しかし、この状態で出願すると、米国の出願では、制御に関して、「どこが」、「何をする」と言う点を明確にするように補正させられることがあります。米国は、主語に対してうるさい国というイメージです。米国出願の基礎となる日本の明細書上でも、制御装置はECUで、ECUのCPU(プロセッサ)がこの処理をするなど、「どこが」、「何をする」を明確に記載しておかなければ、補正できないこともあり得ます。
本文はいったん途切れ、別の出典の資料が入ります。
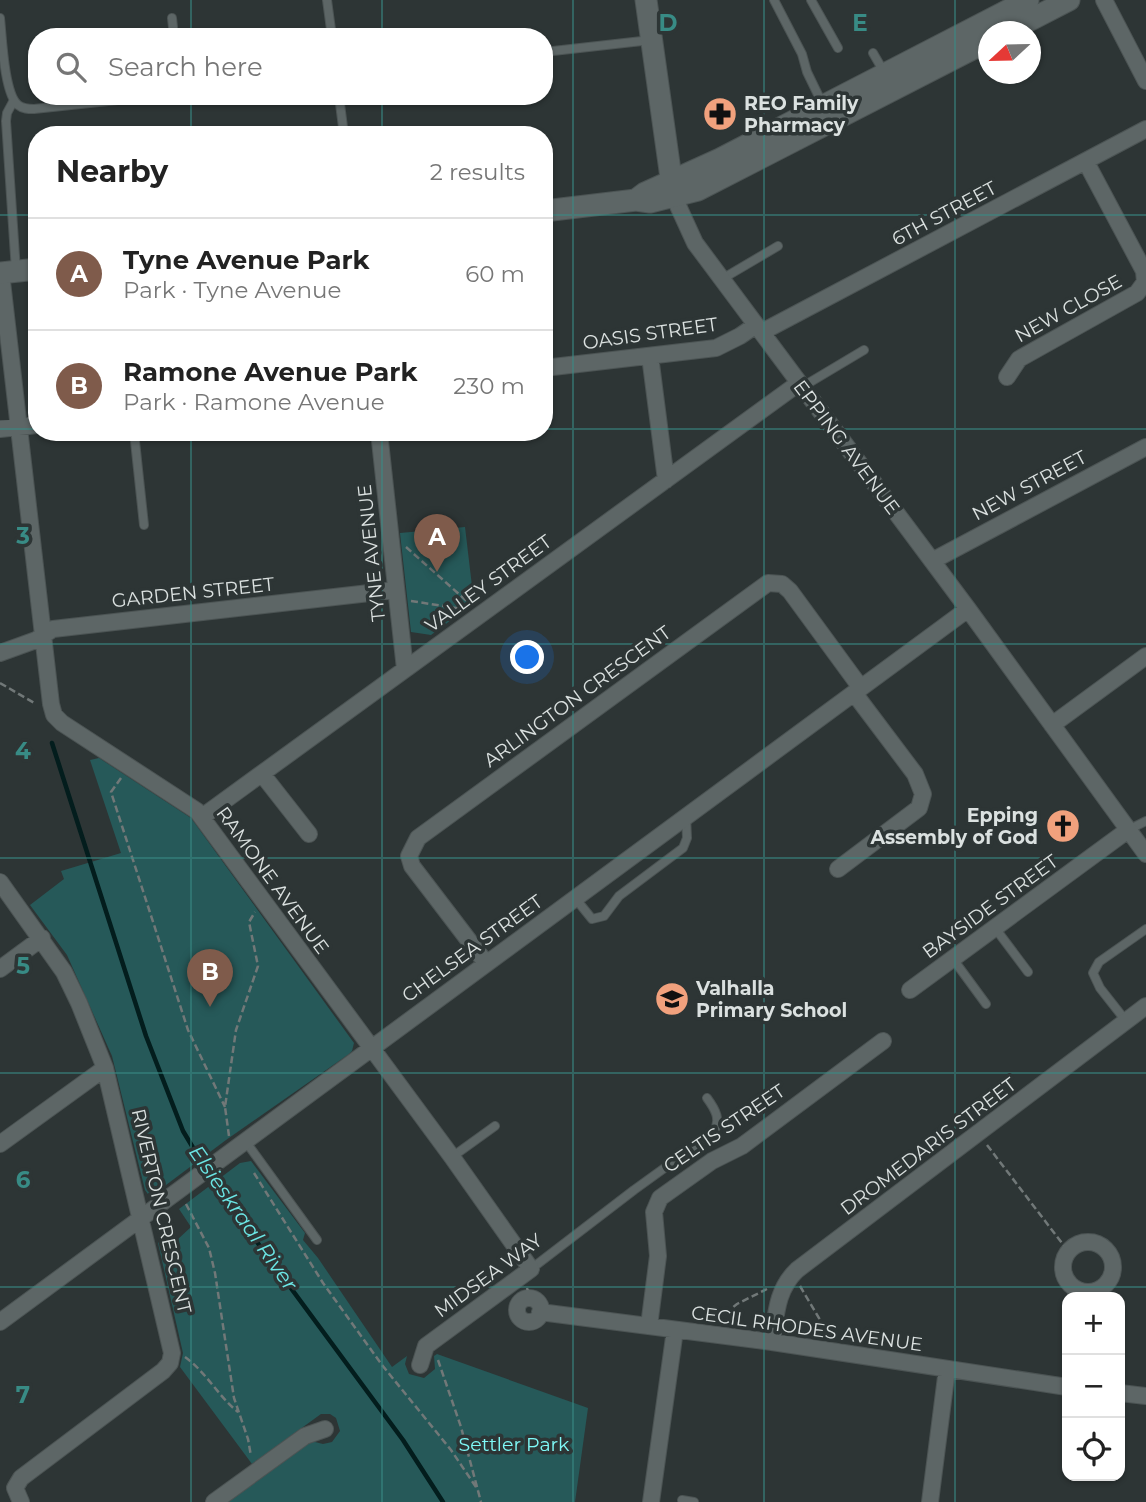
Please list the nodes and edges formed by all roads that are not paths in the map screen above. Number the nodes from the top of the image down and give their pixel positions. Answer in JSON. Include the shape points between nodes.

この点は、Iotのクレームには大変重要になってきます。つまりサーバのプロセッサで処理するのか、あるいは端末側のプロセッサで処理するのか、あるいは機器側のプロセッサで処理するのかです。もし限定する必要がないのなら、どこにあってもよいなどの記載も必要です。今回のケースでは、「自律の警察用車両コントローラー300」のプロセッサが処理を行うようですが、0022段落に「Autonomous police vehicle controller 300 may be installed in, equipped on, connected to or otherwise implemented in autonomous police vehicle 110 in scenario 100 and autonomous police vehicle 210 in scenario 200 to effect various embodiments in accordance with the present disclosure.」とあり、
システム100の自律警察車両110に内蔵されても、装備されても、コネクトされても何でもよいと記載されおり、プロセッサはコトンローラの中にあるが、コントローラはどこにあるかは特に限定されない形になっております。
こういった細かい手当が米国出願では必要ですし、あまり日本では気にならない「何処が」「何をする」という、いわば主語と述語の関係を気にするのが米国出願を意識した際には必要です。Iot関連の出願は、構成が複雑になるため、この点を意識したいと思います。